--- Information provided ---

##############################

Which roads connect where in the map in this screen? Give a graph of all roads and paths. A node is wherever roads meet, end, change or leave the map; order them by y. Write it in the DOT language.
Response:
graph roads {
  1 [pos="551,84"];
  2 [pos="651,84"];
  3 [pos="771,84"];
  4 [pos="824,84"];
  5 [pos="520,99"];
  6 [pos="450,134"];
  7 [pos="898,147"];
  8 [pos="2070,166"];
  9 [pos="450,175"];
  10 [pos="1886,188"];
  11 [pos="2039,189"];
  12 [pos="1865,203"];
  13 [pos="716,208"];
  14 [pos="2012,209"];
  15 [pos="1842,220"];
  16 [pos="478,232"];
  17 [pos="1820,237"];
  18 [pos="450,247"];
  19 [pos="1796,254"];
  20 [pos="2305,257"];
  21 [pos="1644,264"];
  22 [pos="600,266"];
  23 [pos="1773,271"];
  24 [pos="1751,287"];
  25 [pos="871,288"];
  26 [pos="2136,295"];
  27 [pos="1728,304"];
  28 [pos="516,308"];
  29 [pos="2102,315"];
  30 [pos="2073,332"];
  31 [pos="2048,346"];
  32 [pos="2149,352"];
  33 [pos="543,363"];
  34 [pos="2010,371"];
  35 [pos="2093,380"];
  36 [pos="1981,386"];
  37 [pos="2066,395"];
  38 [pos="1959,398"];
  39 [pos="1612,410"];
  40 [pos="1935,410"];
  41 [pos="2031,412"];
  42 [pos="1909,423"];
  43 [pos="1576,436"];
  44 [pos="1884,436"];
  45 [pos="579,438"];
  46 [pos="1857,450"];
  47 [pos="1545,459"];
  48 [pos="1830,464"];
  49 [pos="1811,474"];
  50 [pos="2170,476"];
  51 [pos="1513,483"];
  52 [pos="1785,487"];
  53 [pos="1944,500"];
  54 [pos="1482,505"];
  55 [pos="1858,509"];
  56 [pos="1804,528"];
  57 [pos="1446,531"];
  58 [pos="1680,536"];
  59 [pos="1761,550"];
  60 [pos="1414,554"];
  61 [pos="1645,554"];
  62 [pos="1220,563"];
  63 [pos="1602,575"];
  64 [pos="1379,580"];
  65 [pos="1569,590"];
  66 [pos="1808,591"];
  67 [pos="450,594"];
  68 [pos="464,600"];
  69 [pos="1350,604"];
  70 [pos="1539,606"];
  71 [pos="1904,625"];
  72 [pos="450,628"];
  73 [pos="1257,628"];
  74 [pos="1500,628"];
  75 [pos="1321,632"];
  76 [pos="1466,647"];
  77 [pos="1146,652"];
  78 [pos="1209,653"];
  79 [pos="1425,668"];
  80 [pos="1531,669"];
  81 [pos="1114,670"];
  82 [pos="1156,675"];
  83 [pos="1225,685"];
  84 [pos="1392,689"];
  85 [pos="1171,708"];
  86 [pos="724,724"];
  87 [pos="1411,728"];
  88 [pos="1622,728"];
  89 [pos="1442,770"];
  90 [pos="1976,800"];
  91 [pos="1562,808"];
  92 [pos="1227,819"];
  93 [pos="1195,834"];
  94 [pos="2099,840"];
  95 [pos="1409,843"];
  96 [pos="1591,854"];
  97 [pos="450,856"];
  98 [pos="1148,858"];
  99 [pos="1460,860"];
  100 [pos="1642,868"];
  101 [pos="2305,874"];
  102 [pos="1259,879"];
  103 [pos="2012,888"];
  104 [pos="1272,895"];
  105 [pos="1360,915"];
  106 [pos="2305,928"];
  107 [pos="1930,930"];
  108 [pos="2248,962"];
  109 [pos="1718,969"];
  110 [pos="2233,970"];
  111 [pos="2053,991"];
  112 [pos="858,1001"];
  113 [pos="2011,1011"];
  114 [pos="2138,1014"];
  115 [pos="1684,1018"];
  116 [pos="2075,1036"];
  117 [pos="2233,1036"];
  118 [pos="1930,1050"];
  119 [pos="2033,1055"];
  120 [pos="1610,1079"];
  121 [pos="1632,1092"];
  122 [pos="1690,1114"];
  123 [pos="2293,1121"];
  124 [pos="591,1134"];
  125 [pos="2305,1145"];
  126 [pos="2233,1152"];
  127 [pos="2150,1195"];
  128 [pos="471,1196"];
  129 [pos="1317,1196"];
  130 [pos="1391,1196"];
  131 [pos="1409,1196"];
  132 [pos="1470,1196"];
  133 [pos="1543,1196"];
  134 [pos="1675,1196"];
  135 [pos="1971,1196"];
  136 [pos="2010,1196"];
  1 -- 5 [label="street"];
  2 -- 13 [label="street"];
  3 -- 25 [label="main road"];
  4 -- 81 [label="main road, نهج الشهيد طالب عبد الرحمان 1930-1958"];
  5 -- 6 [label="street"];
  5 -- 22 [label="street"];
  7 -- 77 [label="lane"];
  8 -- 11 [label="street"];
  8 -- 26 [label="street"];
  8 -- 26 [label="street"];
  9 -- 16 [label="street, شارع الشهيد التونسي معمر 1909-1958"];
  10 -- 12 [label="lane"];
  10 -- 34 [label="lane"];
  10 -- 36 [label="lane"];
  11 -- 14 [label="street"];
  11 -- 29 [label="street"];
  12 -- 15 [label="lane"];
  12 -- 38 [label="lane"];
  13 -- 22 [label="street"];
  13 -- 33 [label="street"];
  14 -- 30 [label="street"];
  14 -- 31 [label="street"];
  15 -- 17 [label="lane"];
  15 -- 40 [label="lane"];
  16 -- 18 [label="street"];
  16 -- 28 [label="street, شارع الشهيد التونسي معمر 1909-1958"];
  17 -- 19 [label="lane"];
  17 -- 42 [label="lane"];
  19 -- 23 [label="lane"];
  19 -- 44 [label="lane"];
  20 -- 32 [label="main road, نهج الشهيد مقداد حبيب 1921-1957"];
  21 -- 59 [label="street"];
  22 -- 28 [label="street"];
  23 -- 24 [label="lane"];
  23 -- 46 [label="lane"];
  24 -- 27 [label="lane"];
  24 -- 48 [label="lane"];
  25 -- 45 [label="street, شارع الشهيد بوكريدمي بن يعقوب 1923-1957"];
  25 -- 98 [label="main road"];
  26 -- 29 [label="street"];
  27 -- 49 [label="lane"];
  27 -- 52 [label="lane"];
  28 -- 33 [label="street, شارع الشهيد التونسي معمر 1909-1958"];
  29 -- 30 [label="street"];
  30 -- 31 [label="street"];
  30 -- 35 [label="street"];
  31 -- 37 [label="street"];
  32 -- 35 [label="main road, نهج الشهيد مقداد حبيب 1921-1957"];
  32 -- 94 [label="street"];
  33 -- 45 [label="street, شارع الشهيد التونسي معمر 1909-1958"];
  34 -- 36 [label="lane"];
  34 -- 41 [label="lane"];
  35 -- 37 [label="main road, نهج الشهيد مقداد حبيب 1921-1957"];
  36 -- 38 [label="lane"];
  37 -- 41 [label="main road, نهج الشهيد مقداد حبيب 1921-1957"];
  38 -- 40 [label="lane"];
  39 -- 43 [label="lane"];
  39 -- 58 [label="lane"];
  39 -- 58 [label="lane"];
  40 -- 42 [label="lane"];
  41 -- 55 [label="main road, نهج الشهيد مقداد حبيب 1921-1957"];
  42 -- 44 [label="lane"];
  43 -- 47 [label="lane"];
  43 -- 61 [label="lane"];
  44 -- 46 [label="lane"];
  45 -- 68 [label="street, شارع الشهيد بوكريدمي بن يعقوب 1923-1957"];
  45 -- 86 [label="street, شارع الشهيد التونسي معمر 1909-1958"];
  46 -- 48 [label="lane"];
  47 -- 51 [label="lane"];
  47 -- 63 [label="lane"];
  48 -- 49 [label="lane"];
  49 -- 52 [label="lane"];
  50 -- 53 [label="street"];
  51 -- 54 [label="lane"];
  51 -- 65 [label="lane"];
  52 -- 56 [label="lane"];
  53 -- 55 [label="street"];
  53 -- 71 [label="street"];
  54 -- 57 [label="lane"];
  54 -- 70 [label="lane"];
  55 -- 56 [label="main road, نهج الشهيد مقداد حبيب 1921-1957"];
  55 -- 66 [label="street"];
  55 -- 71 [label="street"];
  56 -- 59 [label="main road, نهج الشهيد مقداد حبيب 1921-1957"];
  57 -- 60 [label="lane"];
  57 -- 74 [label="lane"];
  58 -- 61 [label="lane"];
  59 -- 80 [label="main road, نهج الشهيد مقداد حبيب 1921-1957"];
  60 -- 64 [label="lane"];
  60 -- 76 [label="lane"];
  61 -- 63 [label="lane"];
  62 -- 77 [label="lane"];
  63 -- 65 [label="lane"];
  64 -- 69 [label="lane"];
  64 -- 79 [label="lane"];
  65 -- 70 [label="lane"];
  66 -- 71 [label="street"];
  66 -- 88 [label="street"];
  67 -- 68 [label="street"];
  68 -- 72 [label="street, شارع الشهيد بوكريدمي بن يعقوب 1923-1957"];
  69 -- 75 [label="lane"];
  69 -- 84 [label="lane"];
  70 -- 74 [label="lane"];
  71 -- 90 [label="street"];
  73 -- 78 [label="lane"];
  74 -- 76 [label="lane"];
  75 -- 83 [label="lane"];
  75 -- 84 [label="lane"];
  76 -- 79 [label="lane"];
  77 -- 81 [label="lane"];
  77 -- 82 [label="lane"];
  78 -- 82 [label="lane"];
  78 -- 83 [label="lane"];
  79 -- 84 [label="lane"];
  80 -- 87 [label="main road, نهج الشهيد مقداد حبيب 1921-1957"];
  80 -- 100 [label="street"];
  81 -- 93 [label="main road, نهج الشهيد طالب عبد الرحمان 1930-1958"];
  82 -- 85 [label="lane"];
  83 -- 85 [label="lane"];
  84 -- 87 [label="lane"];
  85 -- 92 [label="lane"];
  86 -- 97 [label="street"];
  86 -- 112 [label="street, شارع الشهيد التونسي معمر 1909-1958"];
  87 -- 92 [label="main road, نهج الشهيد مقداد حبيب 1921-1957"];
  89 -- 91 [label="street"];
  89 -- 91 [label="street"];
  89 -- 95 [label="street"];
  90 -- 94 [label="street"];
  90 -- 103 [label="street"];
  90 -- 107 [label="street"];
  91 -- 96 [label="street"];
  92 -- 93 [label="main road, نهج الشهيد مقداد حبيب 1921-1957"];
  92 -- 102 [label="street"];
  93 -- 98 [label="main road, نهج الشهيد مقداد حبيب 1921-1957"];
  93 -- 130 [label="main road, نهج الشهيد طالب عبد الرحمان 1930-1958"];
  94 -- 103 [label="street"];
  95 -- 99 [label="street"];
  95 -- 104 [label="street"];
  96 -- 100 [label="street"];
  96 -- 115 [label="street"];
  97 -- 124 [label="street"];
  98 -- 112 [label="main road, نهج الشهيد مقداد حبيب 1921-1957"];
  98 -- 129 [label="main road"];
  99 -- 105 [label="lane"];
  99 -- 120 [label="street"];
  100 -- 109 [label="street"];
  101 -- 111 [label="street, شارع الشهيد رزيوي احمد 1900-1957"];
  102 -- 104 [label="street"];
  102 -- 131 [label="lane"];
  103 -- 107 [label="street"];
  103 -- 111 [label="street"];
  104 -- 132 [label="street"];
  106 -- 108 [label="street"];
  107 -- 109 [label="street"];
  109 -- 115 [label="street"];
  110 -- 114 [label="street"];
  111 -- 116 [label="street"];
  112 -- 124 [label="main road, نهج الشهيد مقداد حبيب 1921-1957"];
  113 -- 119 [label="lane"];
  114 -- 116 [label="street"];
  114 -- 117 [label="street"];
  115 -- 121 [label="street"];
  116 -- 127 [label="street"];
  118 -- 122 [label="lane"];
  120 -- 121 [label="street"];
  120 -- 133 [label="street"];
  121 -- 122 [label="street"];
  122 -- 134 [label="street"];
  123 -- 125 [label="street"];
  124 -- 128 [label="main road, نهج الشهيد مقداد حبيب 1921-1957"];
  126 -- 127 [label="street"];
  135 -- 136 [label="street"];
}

##############################

Number of lines holding "طالب" in the listing above: work it out and give that number alone.

3